Ou, então, as histórias dão vontade de rir e em vez de ficar com sono, ele fica é perdido de riso.
Hoje queria a do comboio. Não fui lá de maneira nenhuma. Ou não é essa...! ou mas essa não é continuação da outra...! E, então, inventei uma história de outro comboio, a do comboio maluco que não obedecia ao senhor condutor e mal este se distraía, saía dos carris e ia para onde lhe apetecia, causando a maior confusão em todo o lado. O senhor lá ia conseguindo mantê-lo obediente mas, quando chegava aos túneis e às serras, o comboio maluco, todo ele se ria e começava a trepar a serra, andava pelos caminhos de terra, no meio das árvores, ou então começava a andar às voltas, feito doido, e andava tão depressa, tão depressa e sempre à volta, que se elevava no ar como se fosse um helicóptero. As pessoas que iam lá dentro ficavam todas atordoadas, todos com os cabelos no ar e os olhos em bico. O senhor condutor teve que o pôr de castigo para ver se ele ganhava juízo.

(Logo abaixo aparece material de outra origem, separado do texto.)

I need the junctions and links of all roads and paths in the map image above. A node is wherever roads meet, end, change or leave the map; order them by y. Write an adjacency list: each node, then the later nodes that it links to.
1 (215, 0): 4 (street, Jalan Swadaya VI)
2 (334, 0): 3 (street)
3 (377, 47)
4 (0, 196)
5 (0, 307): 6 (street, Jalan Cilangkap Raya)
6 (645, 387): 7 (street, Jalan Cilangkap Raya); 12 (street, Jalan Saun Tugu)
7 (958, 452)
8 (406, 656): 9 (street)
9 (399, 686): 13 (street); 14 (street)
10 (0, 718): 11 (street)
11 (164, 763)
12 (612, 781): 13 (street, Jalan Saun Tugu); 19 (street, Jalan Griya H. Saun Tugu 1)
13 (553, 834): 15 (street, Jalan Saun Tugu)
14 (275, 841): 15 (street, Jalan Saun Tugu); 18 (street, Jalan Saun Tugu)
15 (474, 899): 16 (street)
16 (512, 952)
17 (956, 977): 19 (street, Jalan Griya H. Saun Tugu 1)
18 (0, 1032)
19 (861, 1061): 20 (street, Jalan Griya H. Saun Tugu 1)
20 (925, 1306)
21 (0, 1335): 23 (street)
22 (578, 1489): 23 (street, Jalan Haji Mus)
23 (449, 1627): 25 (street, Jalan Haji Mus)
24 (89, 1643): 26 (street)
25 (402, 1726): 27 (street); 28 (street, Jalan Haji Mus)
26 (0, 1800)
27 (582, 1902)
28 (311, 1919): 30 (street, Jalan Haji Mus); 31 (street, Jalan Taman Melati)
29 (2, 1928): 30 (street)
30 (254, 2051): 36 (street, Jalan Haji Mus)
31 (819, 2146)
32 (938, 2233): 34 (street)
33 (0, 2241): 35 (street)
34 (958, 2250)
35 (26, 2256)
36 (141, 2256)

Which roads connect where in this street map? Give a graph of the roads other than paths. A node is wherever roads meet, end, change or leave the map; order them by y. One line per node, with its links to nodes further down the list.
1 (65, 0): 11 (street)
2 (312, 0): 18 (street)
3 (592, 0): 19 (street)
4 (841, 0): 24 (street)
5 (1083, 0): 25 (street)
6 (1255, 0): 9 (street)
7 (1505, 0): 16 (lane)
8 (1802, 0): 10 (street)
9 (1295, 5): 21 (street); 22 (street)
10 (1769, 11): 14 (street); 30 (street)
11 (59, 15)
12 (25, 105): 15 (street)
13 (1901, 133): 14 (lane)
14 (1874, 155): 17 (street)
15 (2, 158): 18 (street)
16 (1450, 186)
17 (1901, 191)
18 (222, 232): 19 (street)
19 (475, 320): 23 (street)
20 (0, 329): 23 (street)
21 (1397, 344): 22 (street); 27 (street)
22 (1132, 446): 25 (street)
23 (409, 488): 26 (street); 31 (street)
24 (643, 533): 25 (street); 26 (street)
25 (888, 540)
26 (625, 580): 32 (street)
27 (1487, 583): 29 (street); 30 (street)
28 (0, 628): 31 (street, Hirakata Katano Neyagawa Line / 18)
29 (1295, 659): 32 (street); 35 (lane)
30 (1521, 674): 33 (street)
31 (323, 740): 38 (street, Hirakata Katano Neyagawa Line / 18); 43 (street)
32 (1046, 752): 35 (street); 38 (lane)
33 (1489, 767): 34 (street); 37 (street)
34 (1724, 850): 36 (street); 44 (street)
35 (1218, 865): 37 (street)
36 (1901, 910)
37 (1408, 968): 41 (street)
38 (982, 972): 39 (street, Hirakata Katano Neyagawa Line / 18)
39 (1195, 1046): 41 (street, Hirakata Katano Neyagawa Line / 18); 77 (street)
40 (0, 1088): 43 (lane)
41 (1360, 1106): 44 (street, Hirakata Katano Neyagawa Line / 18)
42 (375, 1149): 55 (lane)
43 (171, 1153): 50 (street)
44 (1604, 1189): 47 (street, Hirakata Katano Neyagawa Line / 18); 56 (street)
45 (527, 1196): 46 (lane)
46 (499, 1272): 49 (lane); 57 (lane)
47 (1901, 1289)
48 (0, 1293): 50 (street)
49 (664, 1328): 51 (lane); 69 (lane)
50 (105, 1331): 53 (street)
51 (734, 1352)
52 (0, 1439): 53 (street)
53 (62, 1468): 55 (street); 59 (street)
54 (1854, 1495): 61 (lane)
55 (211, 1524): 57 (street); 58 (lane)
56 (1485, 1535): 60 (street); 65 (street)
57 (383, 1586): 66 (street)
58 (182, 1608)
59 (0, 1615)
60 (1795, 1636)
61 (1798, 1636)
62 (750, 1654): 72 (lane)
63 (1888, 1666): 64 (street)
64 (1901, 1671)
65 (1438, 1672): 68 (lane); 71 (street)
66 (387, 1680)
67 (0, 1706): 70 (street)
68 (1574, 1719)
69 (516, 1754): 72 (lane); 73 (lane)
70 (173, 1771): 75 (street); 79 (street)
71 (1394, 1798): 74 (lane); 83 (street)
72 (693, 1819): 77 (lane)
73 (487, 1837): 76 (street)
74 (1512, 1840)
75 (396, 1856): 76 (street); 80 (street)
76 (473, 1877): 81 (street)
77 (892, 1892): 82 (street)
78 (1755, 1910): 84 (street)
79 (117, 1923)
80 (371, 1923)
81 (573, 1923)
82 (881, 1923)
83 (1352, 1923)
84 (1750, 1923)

E depois havia um cão também muito maroto que não obedecia ao dono. O dono dizia sempre para ele não se meter nas poças de água da rua mas ele não ligava e metia-se mesmo. Um dia, numa grande poça de água ao pé de uma escola, resolveu ir tomar um banho e rebolou-se naquela poça de água. Quando chegou ao jardim e foi para o pé dos amigos cães, estes, em vez de ladrarem, desataram a rir e a rebolar à gargalhada, relva abaixo. O cãozinho não percebia o que se passava mas eles nem conseguiam ladrar para lhe explicar, só riam. No dia seguinte o cão maroto fez a mesma coisa, foi tomar banho na água da poça ao pé da escola e depois foi para o jardim. Os amigos cãezinhos tiveram a mesma reacção, até choravam a rir, com as patas agarradas à barriga de tanto rir. Até que apareceu um gato sisudo e lhe explicou. Tu vais tomar banho ao pé do sítio onde os meninos da escola lavam os pincéis sujos de tinta e, por isso, ontem apareceste aqui todo amarelo com riscas azuis e hoje estás cor de rosa às bolinhas verdes...
Quando cheguei à terceira já estava com tanto sono que só disse, Era uma vez um gato chinês que tocava piano e falava francês. Era uma vez uma galinha chinesa que tocava guitarra e julgava que era francesa.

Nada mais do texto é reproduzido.